Private enforcement is also a possibility,
but whether in the context of tort liability or product
liability, it seems to us that proving damages and the causal link between
the behaviour of the AI system and the damage may continue to be major
obstacles to the success of any attempts. In this context, it is important to
note that new EU
Product Liability Directive (applicable to products marketed or put into
service after 9 December 2026) contains relevant provisions that may make
private enforcement easier against producers in the future. In particular,
Article 10(3) of the Product Liability Directive establishes that “the causal
link between the defectiveness of the product and the damage shall be presumed
where it has been established that the product is defective and that the damage
caused is of a kind typically consistent with the defect in question”. In
addition, Article 10(4) addresses situations where claimants face excessive
difficulties, in particular due to technical or scientific complexity, in
proving the defectiveness of the product or the causal link between its
defectiveness and the damage by allowing courts to establish a presumption. However,
in this scenario, linking a breach of the obligation to ensure AI literacy to a
defect in a product or a specific instance of damage in any type of
satisfactory manner seems challenging and unlikely to accepted by courts.
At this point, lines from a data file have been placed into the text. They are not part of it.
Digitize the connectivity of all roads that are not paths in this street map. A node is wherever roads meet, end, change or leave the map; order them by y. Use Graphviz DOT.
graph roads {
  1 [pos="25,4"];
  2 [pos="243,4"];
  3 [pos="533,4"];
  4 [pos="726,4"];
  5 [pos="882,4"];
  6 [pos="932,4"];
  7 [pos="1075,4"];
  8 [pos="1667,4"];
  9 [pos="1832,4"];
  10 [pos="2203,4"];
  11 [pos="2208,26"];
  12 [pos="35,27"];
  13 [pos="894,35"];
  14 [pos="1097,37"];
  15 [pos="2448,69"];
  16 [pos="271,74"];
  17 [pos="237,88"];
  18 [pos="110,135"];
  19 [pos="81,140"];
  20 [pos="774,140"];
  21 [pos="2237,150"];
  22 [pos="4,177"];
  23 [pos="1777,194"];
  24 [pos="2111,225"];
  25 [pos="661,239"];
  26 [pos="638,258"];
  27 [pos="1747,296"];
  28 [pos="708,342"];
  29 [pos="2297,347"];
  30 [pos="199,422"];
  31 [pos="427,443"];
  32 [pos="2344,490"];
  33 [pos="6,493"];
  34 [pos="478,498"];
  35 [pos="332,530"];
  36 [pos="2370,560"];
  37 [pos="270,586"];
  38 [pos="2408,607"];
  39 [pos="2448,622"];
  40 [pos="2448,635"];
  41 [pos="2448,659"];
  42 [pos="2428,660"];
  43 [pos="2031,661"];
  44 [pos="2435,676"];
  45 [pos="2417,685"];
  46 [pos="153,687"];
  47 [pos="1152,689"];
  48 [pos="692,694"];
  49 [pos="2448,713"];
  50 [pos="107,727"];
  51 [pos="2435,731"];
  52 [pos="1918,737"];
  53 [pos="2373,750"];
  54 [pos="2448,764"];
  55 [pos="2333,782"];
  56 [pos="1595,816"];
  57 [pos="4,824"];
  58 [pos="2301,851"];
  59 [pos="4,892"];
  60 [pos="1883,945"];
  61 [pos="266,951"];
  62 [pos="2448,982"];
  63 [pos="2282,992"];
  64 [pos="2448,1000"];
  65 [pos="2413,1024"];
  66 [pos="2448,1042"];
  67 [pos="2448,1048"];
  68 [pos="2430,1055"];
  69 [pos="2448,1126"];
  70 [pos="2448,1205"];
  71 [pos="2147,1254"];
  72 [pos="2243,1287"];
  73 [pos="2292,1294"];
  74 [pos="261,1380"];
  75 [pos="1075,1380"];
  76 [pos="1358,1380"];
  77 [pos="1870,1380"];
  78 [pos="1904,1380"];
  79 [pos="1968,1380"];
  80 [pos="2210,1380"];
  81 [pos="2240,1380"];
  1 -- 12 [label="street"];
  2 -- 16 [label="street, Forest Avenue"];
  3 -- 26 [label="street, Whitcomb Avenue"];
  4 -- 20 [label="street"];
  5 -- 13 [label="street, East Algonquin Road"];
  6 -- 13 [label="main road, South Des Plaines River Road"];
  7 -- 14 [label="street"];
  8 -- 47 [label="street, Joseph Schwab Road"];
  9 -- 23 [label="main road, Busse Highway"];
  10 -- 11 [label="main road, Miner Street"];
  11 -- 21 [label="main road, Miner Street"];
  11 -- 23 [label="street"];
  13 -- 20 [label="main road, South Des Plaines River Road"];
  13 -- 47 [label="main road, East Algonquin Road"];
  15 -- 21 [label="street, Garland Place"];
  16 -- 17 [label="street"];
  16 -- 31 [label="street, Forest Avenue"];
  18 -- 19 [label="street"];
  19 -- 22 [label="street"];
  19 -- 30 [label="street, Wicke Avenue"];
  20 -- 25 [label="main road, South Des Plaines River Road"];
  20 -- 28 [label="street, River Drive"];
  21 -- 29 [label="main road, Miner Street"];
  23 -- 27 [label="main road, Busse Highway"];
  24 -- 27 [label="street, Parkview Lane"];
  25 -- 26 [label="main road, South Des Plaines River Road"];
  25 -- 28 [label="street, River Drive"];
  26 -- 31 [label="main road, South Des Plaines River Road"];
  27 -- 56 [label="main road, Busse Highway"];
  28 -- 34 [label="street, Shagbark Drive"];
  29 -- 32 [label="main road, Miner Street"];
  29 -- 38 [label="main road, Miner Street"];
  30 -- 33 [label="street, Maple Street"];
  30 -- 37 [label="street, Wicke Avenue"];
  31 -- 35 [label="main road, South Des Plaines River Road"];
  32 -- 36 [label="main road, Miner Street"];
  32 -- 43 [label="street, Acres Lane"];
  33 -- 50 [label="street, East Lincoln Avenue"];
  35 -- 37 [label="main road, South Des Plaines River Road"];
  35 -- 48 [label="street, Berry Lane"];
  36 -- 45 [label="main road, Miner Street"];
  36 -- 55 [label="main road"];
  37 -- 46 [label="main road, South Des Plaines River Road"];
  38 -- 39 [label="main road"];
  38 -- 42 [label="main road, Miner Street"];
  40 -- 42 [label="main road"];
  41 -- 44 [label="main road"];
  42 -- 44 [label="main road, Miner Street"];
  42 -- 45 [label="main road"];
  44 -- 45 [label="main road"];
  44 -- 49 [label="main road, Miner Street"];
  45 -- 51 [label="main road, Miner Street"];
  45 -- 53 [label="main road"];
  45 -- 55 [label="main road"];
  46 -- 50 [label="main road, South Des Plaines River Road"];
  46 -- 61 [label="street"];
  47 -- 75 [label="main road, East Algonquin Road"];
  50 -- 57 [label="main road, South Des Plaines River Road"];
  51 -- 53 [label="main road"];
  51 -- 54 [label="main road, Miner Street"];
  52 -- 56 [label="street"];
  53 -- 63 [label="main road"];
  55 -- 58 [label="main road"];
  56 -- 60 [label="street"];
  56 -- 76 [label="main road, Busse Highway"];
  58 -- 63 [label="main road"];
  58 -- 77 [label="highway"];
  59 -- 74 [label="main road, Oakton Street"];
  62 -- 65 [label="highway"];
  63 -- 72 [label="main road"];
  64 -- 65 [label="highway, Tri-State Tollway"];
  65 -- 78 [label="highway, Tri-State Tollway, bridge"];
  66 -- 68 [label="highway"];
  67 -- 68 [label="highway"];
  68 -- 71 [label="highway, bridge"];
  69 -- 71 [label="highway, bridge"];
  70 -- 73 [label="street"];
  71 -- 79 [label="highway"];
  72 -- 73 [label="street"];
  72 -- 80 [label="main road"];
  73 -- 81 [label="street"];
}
Lastly, although the AI literacy
obligations technically became applicable on 2 February 2025, the deadline for
the appointment of Member State authorities is on 2 August 2025. As such, any
attempt of enforcement will likely be limited during this period.
Identification of AI systems
as a preliminary step for the assessment of literacy obligations
Although, as referred above, literacy
obligations are not applicable to systems outside of the risk categorization of
the AI Act, from an accountability perspective, providers and deployers who
want to rely on this exception should still proceed an evaluation
of the AI systems for which they are responsible as a preliminary step. Only
after identifying the AI systems and evaluating whether they fall out of the
risk categories established by the AI Act can providers and deployers know with
an adequate level of certainty that they are not likewise subject to the
literacy obligations under Article 4 of the AI Act.
The GDPR as an alternative
source of literacy obligations
For providers and deployers who
are acting as data controllers under the GDPR, it is important to note that
non-applicability of Article 4 of the AI Act does not exclude literacy and
training obligations that may arise under other EU legal instruments.
Particularly, for AI systems that depend on the processing of personal data for
their work, adequate training of staff may be required to comply with
controller accountability obligations and ensure that the measures implemented
by the controller to ensure lawful processing of personal data in the context
of the organization’s use of AI (Articles 5(2) and 24 of the GDPR). Considering
the wording of Article 39(1)(b) of the GDPR, data protection officers should be
involved in the evaluation of training requirements.